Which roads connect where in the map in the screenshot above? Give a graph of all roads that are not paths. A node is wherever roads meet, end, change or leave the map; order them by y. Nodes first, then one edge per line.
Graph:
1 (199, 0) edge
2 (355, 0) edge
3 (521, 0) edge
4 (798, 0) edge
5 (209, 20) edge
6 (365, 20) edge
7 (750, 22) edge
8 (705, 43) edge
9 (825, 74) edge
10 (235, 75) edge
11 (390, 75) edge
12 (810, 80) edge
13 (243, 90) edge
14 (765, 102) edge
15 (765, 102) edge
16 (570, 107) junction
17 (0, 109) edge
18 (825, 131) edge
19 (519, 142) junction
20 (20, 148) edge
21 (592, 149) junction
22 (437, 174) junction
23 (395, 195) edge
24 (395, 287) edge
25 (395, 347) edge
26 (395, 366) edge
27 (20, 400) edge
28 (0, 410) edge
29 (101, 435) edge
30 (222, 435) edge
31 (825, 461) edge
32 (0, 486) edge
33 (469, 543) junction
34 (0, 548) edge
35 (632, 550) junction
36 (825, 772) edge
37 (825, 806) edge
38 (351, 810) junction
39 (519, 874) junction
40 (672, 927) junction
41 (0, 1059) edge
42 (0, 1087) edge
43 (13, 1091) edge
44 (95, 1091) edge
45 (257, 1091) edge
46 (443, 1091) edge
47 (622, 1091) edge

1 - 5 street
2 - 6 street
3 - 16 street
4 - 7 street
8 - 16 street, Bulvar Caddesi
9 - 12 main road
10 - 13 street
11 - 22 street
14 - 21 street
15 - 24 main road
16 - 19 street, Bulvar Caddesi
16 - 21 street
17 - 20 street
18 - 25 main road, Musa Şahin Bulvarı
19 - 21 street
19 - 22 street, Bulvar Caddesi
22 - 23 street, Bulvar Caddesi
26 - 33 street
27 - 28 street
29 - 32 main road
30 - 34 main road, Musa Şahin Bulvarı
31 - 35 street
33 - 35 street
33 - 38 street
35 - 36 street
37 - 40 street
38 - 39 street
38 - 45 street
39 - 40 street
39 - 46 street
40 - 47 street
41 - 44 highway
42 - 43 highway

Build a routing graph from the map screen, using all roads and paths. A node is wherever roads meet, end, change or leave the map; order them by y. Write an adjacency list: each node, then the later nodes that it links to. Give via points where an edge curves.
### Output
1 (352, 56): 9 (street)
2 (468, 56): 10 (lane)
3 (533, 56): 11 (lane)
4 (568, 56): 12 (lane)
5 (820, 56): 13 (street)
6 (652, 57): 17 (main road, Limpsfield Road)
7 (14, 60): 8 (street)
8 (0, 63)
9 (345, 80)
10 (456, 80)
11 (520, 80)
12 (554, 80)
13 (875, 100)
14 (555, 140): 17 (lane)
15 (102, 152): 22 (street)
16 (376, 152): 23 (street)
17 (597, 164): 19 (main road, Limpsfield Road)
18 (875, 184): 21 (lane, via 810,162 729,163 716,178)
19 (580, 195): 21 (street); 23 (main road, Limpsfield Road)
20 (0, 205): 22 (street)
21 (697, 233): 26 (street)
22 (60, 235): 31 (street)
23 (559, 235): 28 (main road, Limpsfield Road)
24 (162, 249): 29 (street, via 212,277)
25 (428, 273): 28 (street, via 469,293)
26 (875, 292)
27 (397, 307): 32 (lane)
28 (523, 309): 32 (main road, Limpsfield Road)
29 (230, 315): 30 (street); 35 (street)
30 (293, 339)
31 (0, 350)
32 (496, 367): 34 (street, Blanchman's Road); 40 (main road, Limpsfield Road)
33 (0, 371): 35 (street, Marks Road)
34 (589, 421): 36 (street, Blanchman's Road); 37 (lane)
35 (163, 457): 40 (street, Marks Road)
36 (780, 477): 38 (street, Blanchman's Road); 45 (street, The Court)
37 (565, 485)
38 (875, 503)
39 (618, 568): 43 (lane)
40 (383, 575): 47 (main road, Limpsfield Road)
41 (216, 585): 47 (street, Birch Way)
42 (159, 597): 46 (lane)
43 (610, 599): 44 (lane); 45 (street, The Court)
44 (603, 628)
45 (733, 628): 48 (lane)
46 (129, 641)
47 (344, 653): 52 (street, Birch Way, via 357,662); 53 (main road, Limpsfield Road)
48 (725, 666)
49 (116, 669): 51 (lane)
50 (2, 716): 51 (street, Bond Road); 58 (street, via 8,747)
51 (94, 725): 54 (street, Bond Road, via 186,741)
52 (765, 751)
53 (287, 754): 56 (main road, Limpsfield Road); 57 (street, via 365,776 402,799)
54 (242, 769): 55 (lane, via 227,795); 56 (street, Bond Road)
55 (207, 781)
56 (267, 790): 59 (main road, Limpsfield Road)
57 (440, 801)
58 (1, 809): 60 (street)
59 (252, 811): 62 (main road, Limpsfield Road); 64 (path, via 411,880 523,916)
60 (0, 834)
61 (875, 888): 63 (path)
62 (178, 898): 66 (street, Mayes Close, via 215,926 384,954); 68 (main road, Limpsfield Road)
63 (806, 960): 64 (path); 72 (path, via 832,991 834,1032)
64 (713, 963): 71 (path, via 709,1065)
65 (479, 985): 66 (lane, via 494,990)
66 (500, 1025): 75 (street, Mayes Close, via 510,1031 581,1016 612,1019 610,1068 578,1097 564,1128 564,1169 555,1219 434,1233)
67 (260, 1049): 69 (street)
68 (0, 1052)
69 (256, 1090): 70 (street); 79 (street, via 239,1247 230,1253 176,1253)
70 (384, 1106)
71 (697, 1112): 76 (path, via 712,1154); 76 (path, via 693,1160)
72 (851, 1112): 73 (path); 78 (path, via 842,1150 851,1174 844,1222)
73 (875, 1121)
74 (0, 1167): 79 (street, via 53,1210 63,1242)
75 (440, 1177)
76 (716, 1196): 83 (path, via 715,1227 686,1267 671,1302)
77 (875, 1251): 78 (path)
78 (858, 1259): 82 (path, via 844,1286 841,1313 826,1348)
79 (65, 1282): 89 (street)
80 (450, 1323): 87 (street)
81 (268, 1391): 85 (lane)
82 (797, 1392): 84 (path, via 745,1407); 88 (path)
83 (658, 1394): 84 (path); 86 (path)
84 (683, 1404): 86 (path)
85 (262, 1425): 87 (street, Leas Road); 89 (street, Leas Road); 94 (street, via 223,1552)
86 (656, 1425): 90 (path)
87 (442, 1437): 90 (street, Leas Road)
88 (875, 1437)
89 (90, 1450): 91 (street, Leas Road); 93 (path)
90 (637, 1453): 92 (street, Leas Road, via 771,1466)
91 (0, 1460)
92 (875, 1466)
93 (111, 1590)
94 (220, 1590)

^^^^^^^^^^^^^^^^

What the task requires
Could you report every line of the material that contains the string "Mayes"?

Result of this task
62 (178, 898): 66 (street, Mayes Close, via 215,926 384,954); 68 (main road, Limpsfield Road)
66 (500, 1025): 75 (street, Mayes Close, via 510,1031 581,1016 612,1019 610,1068 578,1097 564,1128 564,1169 555,1219 434,1233)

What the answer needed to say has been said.